*** Data records Section Begins ***

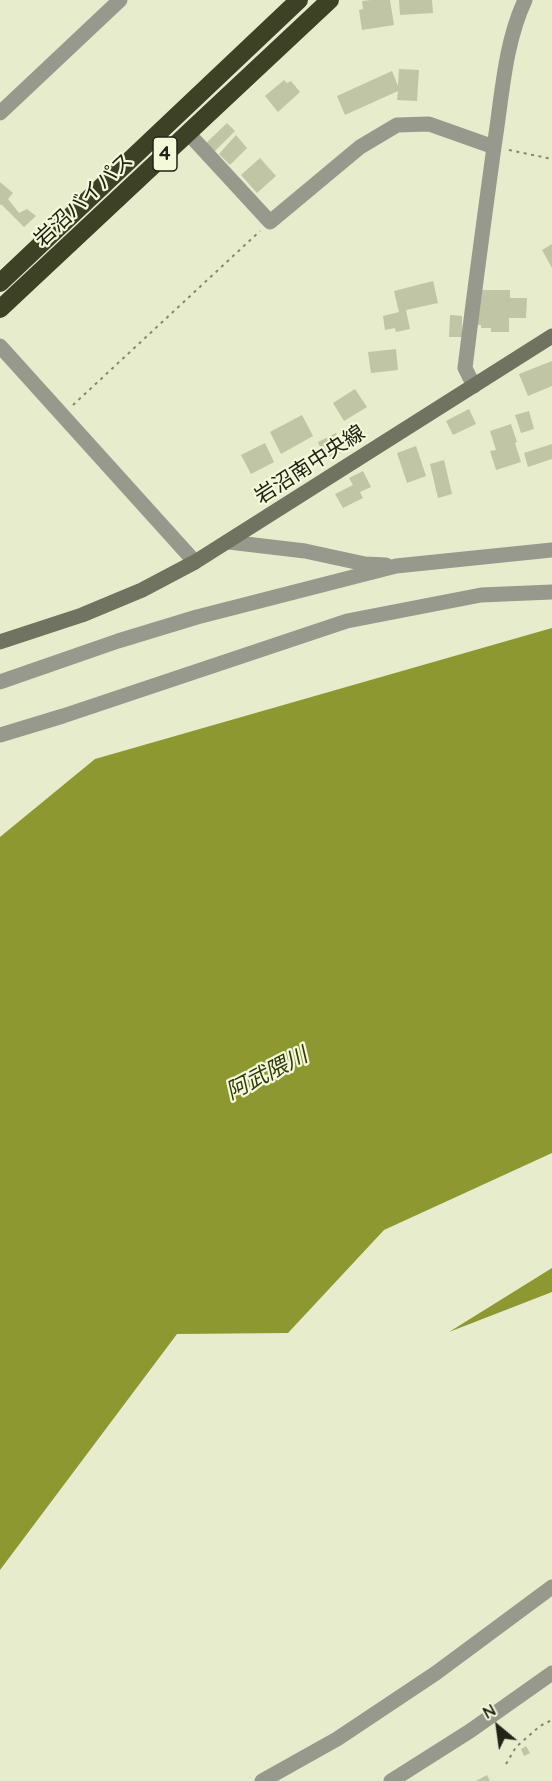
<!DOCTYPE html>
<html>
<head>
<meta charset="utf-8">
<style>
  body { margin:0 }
  #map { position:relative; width:552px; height:1781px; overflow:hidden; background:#e6eccc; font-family:Quicksand,sans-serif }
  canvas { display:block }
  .north { position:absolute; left:468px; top:1697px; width:60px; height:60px; -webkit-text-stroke:4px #f3f9d9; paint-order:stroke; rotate:331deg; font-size:16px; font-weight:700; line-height:24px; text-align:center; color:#212317 }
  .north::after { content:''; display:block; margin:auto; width:21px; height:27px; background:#212317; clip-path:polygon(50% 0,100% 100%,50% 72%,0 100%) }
</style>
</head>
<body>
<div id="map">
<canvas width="552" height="1781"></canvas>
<div class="north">N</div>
</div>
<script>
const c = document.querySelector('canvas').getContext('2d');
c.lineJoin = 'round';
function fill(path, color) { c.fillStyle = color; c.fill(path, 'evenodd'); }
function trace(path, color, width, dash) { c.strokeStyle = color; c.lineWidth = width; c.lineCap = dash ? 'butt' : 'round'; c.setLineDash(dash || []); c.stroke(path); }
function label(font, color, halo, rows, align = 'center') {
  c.font = font + ' Quicksand,"Noto Sans JP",sans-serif'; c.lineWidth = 4.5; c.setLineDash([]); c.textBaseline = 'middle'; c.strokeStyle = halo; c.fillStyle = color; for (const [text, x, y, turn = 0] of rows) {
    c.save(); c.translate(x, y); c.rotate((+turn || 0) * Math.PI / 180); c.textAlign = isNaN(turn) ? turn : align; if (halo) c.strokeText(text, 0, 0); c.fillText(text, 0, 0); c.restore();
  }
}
fill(new Path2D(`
  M552,628V1153L384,1230L288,1333L177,1334L0,1570V837L95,759Z
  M552,1268V1292L449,1332Z`), '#8d9930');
fill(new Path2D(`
  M371,0H390L394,25L362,30L359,10L363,9L362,1Z
  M399,0H432L433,13L400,15Z
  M399,69L419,70L417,101L397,100L398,91L345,115L337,96L392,71L398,86Z
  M284,80L287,83L291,81L300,92L278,112L265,96Z
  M227,123L235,131L214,152L205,144Z
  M236,135L247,148L230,165L219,154Z
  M260,158L276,176L257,193L241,175Z
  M0,182L13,193L8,199L19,213L27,209L36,216L24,227L1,204L0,206Z
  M552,244V268L542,250Z
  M433,281L438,303L406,310L410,329L396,332L395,328L385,330L383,316L399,312L394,291Z
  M476,290H510V298H527L526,318H509V332H491V328H481V325H478Z
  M450,315L462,316V337H449Z
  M396,349L398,370L371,373L368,352Z
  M552,361V386L528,396L519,374Z
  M355,389L367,407L344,421L333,403Z
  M469,409L476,424L453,435L446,421Z
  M529,411L534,429L521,433L515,415Z
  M302,415L313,436L281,454L270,432Z
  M511,424L517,442L515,443L521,462L496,470L490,451L496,450L490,431Z
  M336,433L344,451L325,459L318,442Z
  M265,443L274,462L251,474L241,455Z
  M552,444V459L528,467L524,453Z
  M416,446L426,476L407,483L397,453Z
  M444,460L452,494L438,498L430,464Z
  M363,471L371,487L360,492L363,498L343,508L335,494L353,485L349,478Z
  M526,1746L530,1753L524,1756L521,1749Z
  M487,1775L490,1781H476Z`), '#bfc5a5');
trace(new Path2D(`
  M509,150L552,159
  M73,405L260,231
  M506,1764L516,1747L540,1726L552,1720`), '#848872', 2, [3, 4.5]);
trace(new Path2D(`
  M0,113L120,0
  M188,133L270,222L360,147L397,125L429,124L494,147
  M0,346L195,562
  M474,386L465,368C474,294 484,220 494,147C502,98 504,45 525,0
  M229,542L305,551L365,564L386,565
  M0,682L118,641L197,617L396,566L552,550
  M0,735L63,716L347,621L481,595L552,592
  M262,1781L337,1739L436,1673L552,1587
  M391,1781L470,1731L552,1673`), '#96998b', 15);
trace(new Path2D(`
  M0,642L82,615L142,590L195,562L552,336`), '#6f735f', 15);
trace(new Path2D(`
  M0,283L299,0
  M0,309L330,0`), '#3d4126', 18);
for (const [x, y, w] of [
  [165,154,24]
]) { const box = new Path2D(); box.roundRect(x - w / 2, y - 17, w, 34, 4.5); c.fillStyle = '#f3f9d9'; c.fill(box); trace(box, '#212317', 1.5); }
label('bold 20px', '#212317', null, [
  ["4",165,154]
]);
label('21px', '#212317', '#f3f9d9', [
  ["岩沼バイパス",84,200,-43],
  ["岩沼南中央線",310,465,-33]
]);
label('italic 22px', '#34390e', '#f3f9d9', [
  ["阿武隈川",267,1074,-27]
]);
</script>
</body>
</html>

*** Data records Section Ends ***

• What the task requires:
Search the entries for "setLineDash" and copy out each line that has it.

• Solution to this exercise:
function trace(path, color, width, dash) { c.strokeStyle = color; c.lineWidth = width; c.lineCap = dash ? 'butt' : 'round'; c.setLineDash(dash || []); c.stroke(path); }
  c.font = font + ' Quicksand,"Noto Sans JP",sans-serif'; c.lineWidth = 4.5; c.setLineDash([]); c.textBaseline = 'middle'; c.strokeStyle = halo; c.fillStyle = color; for (const [text, x, y, turn = 0] of rows) {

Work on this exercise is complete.